Get ready for Earth Day
April 22nd is the 40th anniversary of Earth Day. Originally it was about awareness and appreciation of the Earth – but we like to think it’s a good time to change a habit or two. After all, our health is tied intrinsically to the health of the Earth.
So here’s one idea to get you started * Don’t just turn off – unplug.
It’s called vampire electricity (or, more boringly, standby power), and it’s the electric power consumed by electronic appliances while they are switched off or in a standby mode. For example, your laptop has a power cord with an adaptor built into it (the boxy thing that makes the cord hard to wrap up, lol). Even if the laptop is off, if the cord is plugged in, the adaptor is drawing a small amount of electricity.
So what can you do? Don’t just turn off your small appliances – unplug them.
- Do you really need a clock on your coffee pot? No, so go ahead and unplug it. (What are you doing with caffeine anyway? Make a pot of tea or blend up a smoothie instead!)

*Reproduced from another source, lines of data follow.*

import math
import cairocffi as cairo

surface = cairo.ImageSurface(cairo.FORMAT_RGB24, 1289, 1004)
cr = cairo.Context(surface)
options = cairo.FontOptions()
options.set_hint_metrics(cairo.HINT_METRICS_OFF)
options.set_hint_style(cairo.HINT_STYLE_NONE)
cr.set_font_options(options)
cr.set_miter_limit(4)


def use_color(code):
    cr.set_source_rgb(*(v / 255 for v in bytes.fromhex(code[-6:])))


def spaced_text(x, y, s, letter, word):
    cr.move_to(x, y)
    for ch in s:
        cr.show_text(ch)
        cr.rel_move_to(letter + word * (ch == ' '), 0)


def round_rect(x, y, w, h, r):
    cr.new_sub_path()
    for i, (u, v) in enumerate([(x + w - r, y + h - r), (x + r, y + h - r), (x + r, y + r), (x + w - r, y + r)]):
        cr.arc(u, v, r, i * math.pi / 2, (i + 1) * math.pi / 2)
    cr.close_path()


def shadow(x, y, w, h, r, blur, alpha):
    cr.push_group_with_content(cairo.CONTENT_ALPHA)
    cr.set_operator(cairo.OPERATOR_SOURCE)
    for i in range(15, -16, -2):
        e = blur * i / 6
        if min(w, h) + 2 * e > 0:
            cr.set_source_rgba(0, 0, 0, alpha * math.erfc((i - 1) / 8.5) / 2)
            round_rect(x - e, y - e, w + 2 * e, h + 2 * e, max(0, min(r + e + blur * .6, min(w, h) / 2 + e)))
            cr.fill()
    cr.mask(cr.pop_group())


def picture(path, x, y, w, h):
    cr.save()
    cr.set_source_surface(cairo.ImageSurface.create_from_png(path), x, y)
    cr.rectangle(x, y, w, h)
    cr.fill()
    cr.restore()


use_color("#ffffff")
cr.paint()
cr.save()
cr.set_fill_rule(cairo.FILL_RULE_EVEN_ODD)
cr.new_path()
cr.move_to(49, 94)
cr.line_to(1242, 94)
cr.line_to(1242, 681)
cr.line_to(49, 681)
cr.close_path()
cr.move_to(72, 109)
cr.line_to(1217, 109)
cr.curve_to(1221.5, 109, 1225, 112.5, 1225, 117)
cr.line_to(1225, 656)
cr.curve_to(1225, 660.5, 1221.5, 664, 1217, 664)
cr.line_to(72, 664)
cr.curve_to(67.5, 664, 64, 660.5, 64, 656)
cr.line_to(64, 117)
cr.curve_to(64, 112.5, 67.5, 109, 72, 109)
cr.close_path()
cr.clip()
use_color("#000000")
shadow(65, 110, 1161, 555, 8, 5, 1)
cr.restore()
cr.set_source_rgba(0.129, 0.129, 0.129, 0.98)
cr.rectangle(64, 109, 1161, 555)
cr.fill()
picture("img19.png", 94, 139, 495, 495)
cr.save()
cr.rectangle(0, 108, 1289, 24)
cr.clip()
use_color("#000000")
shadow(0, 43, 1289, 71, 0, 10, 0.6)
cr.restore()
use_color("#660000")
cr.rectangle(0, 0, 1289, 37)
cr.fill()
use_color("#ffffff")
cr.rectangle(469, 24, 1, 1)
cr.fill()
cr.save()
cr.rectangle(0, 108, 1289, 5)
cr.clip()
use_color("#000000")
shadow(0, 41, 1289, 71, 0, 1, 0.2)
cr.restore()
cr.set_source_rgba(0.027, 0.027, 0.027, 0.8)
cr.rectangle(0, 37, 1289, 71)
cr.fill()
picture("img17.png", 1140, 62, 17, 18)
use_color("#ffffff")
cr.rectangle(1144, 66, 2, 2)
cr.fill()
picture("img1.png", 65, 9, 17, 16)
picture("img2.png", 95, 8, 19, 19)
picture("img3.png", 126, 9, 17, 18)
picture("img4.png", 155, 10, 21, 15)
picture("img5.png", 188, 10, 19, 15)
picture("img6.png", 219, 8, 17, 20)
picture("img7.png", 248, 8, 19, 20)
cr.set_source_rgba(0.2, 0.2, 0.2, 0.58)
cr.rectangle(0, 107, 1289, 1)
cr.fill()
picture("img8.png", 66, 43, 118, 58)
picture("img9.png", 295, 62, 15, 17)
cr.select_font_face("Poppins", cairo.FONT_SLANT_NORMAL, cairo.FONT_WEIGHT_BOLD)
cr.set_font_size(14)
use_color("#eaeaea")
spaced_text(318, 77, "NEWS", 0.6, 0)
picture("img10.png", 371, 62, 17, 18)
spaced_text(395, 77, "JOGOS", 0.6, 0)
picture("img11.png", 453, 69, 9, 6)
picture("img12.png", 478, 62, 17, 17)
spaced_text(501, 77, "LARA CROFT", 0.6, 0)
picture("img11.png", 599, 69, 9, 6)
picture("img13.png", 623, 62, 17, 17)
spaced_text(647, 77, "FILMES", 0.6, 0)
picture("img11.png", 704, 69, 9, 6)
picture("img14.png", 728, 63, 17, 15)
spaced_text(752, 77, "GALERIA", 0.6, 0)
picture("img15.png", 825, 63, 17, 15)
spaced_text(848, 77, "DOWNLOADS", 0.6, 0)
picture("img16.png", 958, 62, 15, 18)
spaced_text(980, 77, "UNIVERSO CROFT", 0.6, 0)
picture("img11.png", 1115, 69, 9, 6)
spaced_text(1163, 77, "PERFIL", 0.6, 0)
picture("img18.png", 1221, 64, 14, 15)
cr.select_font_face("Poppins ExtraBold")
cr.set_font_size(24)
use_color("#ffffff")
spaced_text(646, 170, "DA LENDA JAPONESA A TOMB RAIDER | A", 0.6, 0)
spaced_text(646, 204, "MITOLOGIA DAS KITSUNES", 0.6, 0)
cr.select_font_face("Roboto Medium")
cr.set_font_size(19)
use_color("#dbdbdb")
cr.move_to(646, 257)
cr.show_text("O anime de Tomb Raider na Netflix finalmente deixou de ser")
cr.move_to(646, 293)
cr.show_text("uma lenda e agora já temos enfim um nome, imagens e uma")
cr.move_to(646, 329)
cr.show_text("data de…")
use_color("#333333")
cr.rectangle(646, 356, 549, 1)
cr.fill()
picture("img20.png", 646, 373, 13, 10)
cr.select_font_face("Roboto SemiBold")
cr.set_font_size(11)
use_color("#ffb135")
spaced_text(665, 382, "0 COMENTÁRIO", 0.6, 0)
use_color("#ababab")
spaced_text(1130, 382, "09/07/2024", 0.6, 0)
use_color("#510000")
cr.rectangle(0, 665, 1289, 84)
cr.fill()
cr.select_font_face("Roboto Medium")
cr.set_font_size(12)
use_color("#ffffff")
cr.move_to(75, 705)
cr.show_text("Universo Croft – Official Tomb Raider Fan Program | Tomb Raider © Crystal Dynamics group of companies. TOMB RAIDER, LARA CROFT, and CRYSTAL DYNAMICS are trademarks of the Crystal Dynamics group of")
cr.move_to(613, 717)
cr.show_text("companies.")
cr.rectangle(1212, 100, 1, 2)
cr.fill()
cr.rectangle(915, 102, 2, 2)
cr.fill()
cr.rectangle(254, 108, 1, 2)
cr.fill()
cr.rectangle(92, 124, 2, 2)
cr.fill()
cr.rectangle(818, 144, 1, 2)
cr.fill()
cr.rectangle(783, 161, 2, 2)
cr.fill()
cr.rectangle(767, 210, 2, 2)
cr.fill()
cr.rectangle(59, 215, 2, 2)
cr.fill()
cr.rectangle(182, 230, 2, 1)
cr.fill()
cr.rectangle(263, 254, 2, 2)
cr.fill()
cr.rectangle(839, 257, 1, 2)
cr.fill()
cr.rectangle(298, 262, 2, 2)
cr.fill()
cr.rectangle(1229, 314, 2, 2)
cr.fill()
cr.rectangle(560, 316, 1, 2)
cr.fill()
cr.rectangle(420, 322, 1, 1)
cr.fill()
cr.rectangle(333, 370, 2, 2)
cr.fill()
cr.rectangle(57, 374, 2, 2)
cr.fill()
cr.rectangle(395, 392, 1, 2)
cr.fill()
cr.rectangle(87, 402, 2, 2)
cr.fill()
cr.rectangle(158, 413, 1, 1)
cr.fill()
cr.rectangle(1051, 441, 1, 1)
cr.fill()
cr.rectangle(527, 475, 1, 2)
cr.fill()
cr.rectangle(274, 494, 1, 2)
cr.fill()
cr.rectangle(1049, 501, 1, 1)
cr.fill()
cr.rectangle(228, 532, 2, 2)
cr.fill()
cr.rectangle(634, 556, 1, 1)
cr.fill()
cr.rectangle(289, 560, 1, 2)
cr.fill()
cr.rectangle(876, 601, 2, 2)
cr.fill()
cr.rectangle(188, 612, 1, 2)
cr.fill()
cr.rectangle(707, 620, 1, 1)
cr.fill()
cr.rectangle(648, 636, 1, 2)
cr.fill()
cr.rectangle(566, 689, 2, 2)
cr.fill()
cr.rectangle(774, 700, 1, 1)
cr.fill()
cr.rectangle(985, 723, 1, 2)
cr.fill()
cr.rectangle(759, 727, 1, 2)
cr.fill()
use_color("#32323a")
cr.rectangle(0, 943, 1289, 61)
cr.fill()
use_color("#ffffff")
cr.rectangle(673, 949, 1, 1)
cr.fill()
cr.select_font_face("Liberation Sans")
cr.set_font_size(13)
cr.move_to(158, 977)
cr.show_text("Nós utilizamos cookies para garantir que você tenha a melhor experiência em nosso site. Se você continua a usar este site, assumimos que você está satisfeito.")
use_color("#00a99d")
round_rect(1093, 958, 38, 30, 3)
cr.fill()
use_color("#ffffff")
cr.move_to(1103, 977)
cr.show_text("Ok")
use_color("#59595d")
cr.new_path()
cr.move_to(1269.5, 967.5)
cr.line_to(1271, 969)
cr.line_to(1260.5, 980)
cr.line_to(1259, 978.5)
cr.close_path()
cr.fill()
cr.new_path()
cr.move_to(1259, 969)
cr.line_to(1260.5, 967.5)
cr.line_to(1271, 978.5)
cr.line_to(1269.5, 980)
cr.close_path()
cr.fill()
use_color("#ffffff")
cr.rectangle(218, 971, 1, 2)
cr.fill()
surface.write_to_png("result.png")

- Plug your computers, televisions, stereos, and media systems into power strips, and turn them off at night (unless you’re recording the shopping channel, and then you need to get to the THM® on a Budget class right away!).
- Are your chargers always plugged in? We’ve become an e-society, and that means a lot of chargers – for your phone, PDA, reader, camera, music player … we could go on. Set up a charging station, maybe with a power strip, and use it each night to charge your toys. Then unplug everything in the morning.
All this vampire electricity adds up. The amount of standby power wasted varies among electronic equipment, but overall, the cost to consumers and businesses for all the electricity lost to vampire power in the US is estimated to be $4 billion annually. Sure, some of that is necessary. But if we all get a little smarter about what we really need and what we’re just lazy about, we could make a measurable impact on the amount of electricity used. And since electricity taxes our non-renewable natural resources, that’s a good thing.
So don’t just turn it off – unplug it.